First you have to install exactly the same modules that was installed 5 or 6 years ago or whenever you did your production zimbra install when you install your new 64 bit version of zimbra. Here is a quick way to find those modules on the old system:

[zimbra user] %zmprov gs mail.everythingmail.com |grep zimbraServiceInstalled
zimbraServiceInstalled: antivirus
zimbraServiceInstalled: antispam
zimbraServiceInstalled: logger
zimbraServiceInstalled: mailbox
zimbraServiceInstalled: memcached
zimbraServiceInstalled: mta
zimbraServiceInstalled: convertd
zimbraServiceInstalled: stats
zimbraServiceInstalled: imapproxy
zimbraServiceInstalled: snmp
zimbraServiceInstalled: ldap
zimbraServiceInstalled: spell

It is important to install the same modules and also update the ham, spam, and admin accounts to be the same during the initial configuration as it makes things easier later.  They ask you to use the same name, ip address, etc.  I found that modifying /etc/hosts and running a private dns server with different ip addresses as the normal dns server allowed me to work on the new server while the old one continued to serve its users.  This bought me time to experiment and learn about the failures before cutting over to production.  If you don’t have the same address space you will need to do this since various files like postfix will be wrong because mynetworks will have your old ip address space and your users can not relay until you change these type of problems.

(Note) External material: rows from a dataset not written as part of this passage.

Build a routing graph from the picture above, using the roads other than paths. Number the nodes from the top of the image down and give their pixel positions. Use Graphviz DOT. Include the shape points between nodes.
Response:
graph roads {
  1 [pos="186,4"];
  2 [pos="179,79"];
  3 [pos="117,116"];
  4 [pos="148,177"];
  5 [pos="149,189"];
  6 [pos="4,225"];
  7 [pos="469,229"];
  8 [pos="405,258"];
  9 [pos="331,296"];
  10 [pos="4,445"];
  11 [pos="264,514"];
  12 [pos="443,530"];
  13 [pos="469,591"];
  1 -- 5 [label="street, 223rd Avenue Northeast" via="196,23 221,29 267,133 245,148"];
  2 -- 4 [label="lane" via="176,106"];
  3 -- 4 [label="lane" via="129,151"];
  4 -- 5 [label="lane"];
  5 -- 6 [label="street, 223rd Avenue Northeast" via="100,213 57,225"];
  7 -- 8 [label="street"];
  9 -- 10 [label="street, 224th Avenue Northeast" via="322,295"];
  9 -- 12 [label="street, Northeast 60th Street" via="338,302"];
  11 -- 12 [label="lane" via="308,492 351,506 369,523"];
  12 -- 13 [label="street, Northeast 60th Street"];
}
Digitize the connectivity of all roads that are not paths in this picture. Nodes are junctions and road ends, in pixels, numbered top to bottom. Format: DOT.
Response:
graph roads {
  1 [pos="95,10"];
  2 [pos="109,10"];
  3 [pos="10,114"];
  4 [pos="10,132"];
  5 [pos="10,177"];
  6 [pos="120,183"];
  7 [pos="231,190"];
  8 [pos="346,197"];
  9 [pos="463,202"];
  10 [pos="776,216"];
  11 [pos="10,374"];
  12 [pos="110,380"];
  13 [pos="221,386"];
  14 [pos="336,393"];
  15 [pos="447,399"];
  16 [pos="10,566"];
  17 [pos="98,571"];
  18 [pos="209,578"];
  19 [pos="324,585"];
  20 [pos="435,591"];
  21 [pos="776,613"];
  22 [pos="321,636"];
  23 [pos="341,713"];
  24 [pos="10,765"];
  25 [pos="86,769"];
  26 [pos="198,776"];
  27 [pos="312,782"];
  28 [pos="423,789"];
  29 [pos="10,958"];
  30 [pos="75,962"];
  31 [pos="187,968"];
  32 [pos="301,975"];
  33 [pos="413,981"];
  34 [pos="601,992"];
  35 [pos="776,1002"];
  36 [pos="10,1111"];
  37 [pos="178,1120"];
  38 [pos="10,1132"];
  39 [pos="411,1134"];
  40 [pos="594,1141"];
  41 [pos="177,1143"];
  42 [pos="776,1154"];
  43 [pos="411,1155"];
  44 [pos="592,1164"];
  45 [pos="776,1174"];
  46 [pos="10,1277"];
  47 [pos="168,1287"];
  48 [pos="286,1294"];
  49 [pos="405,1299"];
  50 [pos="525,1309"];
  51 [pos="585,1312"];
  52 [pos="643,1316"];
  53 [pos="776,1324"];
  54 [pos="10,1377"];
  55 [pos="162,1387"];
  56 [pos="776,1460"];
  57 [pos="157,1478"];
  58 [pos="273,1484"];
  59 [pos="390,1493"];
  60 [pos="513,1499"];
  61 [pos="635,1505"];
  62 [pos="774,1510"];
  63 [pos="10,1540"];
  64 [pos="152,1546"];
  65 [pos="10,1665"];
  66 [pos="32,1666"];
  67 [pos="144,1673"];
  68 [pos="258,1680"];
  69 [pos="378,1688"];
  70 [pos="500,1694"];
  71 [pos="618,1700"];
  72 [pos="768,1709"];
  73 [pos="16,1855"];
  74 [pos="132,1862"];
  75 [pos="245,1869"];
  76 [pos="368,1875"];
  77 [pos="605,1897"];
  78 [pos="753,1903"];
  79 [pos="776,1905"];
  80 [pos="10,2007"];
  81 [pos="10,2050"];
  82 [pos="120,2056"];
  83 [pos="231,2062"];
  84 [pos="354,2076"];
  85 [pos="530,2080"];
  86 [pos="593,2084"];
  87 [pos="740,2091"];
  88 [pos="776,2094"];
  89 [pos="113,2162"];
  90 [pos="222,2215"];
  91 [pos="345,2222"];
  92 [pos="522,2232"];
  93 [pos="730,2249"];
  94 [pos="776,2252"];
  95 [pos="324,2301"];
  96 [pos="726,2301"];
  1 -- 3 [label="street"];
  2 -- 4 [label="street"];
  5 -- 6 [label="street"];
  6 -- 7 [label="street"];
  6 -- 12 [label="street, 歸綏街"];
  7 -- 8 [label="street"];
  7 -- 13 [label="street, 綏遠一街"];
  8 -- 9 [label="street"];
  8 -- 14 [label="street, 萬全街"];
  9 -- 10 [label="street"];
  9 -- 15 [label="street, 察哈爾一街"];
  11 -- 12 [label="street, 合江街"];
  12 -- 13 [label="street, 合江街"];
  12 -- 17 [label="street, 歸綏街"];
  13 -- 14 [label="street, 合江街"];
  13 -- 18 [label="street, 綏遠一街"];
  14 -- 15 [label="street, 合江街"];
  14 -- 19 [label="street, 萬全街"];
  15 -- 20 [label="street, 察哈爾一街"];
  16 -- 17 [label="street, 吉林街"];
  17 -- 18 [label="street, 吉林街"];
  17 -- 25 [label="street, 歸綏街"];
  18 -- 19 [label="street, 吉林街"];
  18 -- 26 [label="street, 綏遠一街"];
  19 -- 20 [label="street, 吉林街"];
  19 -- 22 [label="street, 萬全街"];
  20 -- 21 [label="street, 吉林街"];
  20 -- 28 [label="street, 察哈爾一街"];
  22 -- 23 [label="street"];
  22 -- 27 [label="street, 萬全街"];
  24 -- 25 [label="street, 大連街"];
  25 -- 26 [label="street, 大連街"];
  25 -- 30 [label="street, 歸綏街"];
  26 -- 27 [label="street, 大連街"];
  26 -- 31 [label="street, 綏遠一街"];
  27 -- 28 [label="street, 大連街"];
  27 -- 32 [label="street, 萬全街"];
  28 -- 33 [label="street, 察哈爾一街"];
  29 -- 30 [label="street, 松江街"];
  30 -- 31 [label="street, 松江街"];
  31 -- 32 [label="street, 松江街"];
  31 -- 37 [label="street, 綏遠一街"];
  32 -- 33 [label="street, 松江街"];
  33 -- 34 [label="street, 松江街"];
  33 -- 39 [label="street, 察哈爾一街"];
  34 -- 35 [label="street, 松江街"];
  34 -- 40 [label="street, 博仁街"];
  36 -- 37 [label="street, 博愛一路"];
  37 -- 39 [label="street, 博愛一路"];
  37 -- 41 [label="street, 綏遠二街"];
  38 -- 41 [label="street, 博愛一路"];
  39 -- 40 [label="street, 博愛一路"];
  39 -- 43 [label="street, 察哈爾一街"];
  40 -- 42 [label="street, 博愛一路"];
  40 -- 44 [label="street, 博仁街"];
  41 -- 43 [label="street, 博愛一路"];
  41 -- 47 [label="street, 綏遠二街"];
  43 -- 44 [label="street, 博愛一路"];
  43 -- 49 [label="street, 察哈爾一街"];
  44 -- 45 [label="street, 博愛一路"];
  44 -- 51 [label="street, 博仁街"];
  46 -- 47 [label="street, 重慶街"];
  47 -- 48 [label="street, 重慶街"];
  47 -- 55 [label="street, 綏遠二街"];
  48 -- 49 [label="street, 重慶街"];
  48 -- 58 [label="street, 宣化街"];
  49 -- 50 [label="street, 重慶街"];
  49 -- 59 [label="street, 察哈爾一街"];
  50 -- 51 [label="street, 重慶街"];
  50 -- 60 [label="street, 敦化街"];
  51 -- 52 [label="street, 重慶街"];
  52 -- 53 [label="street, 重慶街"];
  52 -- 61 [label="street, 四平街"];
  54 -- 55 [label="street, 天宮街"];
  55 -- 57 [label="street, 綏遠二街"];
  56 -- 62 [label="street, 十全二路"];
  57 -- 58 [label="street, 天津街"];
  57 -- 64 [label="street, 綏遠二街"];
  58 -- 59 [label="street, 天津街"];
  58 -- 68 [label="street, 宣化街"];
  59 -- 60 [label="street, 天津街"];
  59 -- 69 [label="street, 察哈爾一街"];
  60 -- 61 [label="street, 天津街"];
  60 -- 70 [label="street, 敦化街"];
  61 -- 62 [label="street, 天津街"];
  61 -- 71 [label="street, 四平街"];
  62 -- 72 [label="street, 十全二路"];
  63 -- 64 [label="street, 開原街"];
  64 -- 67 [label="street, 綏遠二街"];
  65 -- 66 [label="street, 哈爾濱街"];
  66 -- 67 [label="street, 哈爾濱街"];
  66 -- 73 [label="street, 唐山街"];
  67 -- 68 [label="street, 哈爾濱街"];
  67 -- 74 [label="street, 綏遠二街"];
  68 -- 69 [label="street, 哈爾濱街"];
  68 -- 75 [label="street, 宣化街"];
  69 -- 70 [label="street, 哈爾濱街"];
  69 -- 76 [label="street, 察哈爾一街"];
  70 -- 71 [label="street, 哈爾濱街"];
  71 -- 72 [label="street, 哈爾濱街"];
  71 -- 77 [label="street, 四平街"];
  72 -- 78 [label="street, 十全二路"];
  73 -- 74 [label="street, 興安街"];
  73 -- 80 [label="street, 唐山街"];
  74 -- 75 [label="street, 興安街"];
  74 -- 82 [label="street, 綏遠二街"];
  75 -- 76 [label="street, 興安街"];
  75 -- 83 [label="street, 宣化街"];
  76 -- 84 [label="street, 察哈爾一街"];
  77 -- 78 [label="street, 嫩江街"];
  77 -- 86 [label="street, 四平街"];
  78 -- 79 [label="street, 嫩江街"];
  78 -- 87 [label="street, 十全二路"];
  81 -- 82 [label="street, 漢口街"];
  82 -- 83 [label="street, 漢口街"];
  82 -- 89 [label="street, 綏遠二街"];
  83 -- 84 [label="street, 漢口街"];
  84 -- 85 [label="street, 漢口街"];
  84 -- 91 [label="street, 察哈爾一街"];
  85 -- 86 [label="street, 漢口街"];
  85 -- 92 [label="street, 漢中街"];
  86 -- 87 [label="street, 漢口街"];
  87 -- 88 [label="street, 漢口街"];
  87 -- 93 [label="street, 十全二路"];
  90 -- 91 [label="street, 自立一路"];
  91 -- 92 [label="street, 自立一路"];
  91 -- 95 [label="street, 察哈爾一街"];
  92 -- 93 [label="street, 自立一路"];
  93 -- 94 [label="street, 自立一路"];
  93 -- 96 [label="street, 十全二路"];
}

According to this official link and numerous posts by zimbra on its support board this should be painless and is well document. Well its not and fails in numerous ways which I will point out.  My environment started out as zimbra 5 open source and eventually became the networking pro version soon after.  Others have found problems and created their own solutions which did not work for me which I will explain later why that was the case.  Here is a link that is close to the solution but would not work in my case.  The assumption is that you will have an extended outage and that you can use the same ip address.  That is not realistic for my case usage.

Problems:

  • mynetworks contained the old ip addresses and values – Solution here.
  • DB_CONFIG contained 5.0.x or previous LDAP setup even though I was running zimbra 7.2.1. The fix is to edit the DB_CONFIG file and update the log path with the /opt/zimbra/data/ldap/hdb/logs path.  Since I started out as zimbra 4 that might have explained.  If you fail to do this ldap will not get started and give a very misleading error about database corruption.  The restore ldapadd commands have to be run as the zimbra user and not root or it will fail also with a misleading message.
  • amavisd.conf – uses mynetworks so it will contain your previous ip address and not the current servers. Fix the mynetwork first and postfix and other programs will have the correct value.
  • Backup and other admin functions failed because of ssh permissions and port 22 – not sure why but rebuilding keys and zmsshkeygen did the trick
  • /opt/zimbra/conf/salocal.cf – /opt/zimbra/bin/zmtrainsa could not parse a ipv6 address that was now present in trusted_networks and the old ip address was present here.

Various links:

Various links that were good backup material for this task but didn’t work for me:

Once up there are a bunch of things to tune if you are on a virtual environment as version 8 takes a lot of memory and I run my zimbra instances on 512MB and now 2GB environments.  The ldap DB is 80GB sparse file now so be careful if you rsync or copy the directory structure without accounting for sparse file options.  I need to update this article with the scripts that I created to make this quick and easy.